Assigned task → The lines below that include "points" are to be found and copied.

■ ■ ■

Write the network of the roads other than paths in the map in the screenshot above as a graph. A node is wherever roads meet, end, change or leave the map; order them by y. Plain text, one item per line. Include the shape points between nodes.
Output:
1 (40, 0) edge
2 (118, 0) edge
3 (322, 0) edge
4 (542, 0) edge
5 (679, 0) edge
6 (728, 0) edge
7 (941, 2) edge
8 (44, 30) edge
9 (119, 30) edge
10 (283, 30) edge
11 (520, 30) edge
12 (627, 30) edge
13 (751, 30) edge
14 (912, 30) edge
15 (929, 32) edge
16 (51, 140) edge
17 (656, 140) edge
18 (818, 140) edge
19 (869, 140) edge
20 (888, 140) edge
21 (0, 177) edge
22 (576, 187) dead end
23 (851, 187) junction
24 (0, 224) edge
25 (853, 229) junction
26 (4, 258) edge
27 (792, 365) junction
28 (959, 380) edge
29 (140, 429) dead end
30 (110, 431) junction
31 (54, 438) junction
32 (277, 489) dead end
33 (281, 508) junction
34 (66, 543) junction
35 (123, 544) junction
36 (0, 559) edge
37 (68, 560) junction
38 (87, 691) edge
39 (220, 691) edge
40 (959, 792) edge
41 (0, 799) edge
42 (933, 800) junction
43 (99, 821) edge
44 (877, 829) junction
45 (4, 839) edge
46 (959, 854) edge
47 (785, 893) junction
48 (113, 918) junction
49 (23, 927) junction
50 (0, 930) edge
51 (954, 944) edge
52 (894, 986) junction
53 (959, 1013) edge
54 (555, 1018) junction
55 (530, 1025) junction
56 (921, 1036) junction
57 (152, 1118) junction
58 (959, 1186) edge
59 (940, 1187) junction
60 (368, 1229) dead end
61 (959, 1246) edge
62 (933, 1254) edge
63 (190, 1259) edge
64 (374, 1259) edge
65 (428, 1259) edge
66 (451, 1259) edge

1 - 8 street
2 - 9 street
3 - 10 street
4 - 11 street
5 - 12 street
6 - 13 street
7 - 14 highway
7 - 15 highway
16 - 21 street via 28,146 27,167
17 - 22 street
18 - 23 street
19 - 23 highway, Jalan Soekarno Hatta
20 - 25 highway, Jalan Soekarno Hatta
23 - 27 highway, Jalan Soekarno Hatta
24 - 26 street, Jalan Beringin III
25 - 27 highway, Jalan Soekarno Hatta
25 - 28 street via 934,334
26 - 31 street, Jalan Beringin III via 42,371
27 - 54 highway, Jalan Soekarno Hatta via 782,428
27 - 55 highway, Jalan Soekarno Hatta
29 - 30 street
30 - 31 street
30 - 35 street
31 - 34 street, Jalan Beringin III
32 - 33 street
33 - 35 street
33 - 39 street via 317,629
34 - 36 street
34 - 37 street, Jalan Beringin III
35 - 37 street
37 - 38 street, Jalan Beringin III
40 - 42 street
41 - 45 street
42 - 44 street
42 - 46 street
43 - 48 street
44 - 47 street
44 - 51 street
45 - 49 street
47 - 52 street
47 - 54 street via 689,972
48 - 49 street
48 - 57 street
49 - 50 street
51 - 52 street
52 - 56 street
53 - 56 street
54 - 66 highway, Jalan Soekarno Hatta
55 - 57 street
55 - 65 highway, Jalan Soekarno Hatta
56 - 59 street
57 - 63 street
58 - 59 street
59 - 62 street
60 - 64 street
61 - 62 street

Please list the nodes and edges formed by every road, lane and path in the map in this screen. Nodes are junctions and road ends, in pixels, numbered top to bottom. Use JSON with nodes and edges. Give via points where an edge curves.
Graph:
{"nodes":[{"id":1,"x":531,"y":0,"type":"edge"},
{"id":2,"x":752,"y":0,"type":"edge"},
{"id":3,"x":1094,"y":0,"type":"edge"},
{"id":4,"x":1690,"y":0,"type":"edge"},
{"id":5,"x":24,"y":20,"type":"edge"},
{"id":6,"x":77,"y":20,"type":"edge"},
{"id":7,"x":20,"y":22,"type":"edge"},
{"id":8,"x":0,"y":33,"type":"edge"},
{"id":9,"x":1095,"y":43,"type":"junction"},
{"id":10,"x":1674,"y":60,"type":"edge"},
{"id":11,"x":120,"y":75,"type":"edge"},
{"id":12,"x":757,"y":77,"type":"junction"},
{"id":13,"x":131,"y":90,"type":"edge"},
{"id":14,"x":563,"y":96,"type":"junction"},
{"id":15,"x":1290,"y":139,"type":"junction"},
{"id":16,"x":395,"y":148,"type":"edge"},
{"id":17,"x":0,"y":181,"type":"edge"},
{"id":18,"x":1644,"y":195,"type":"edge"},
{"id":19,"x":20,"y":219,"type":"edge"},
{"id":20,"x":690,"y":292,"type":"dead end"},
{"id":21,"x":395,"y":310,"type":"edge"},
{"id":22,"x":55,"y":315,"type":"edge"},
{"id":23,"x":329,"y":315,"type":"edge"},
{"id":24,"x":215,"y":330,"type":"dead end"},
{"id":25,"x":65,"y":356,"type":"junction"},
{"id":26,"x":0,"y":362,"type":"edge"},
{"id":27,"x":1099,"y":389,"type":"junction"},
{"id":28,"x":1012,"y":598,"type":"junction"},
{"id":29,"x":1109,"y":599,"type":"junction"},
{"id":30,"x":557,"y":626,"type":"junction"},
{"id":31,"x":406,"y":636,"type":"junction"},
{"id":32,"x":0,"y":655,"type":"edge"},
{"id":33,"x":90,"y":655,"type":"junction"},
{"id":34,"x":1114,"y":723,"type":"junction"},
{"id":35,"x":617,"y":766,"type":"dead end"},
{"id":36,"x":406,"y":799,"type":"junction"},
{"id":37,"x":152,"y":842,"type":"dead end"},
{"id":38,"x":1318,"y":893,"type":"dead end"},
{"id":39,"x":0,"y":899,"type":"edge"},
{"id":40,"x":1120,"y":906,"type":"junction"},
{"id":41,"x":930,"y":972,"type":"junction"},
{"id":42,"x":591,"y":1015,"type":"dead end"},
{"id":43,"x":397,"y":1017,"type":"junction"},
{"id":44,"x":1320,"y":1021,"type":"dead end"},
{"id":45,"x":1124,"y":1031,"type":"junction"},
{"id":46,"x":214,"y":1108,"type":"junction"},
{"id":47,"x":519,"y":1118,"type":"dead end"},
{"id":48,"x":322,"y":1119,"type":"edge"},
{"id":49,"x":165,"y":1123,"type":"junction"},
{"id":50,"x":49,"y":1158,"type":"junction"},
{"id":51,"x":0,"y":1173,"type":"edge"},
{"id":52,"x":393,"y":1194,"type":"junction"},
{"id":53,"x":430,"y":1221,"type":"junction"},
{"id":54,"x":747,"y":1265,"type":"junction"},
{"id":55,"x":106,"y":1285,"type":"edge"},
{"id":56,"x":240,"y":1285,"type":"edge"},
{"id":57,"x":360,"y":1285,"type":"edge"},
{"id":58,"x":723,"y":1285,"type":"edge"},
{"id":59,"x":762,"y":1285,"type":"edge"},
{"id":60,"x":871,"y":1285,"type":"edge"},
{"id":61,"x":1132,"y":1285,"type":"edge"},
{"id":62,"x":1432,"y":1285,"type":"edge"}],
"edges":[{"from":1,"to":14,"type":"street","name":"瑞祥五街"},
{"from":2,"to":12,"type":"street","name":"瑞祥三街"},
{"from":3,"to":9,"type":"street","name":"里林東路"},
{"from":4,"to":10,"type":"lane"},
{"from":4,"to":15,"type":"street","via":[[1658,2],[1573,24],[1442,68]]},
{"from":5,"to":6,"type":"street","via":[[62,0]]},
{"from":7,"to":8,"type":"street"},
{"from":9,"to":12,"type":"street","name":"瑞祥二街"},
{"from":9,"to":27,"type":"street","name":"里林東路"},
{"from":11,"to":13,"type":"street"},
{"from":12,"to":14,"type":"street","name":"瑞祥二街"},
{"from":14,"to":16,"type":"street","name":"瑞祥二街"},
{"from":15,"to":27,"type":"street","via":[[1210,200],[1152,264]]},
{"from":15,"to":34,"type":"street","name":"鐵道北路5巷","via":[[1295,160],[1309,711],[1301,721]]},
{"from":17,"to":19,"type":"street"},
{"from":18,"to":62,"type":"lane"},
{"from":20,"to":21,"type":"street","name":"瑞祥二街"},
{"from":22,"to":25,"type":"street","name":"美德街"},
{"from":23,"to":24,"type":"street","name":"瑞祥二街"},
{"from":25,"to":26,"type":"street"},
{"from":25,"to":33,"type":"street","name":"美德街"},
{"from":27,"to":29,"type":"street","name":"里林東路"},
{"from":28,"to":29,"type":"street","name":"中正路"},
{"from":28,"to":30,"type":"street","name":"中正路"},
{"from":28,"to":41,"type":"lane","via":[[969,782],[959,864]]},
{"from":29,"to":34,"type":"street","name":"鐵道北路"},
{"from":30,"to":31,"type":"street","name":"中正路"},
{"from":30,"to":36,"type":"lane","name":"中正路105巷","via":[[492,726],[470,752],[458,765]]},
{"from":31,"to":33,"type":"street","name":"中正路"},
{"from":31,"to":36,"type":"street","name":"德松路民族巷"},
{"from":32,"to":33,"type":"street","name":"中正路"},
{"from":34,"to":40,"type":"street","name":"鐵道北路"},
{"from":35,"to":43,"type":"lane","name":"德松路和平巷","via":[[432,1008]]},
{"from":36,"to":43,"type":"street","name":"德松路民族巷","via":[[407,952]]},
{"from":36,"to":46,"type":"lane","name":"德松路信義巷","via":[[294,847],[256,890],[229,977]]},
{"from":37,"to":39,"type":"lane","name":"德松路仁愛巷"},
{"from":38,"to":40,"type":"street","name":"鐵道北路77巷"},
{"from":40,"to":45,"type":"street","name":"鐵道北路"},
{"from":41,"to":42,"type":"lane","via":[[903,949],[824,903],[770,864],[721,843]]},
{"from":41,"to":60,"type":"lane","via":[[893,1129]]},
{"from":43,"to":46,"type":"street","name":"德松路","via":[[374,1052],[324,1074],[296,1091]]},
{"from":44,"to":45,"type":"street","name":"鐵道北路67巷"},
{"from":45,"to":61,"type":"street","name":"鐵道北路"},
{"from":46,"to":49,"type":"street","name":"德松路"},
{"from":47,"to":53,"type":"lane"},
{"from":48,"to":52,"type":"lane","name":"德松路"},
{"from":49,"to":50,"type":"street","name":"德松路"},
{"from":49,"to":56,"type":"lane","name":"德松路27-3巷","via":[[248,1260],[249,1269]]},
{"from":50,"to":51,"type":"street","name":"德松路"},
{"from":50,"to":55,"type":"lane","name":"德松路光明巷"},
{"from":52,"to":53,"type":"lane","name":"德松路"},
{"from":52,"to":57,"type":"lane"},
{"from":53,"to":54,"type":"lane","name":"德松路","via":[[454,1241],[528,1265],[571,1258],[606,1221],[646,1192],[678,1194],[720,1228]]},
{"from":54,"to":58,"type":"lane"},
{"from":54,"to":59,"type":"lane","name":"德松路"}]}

■ ■ ■

Response to the task →
Write the network of the roads other than paths in the map in the screenshot above as a graph. A node is wherever roads meet, end, change or leave the map; order them by y. Plain text, one item per line. Include the shape points between nodes.
Please list the nodes and edges formed by every road, lane and path in the map in this screen. Nodes are junctions and road ends, in pixels, numbered top to bottom. Use JSON with nodes and edges. Give via points where an edge curves.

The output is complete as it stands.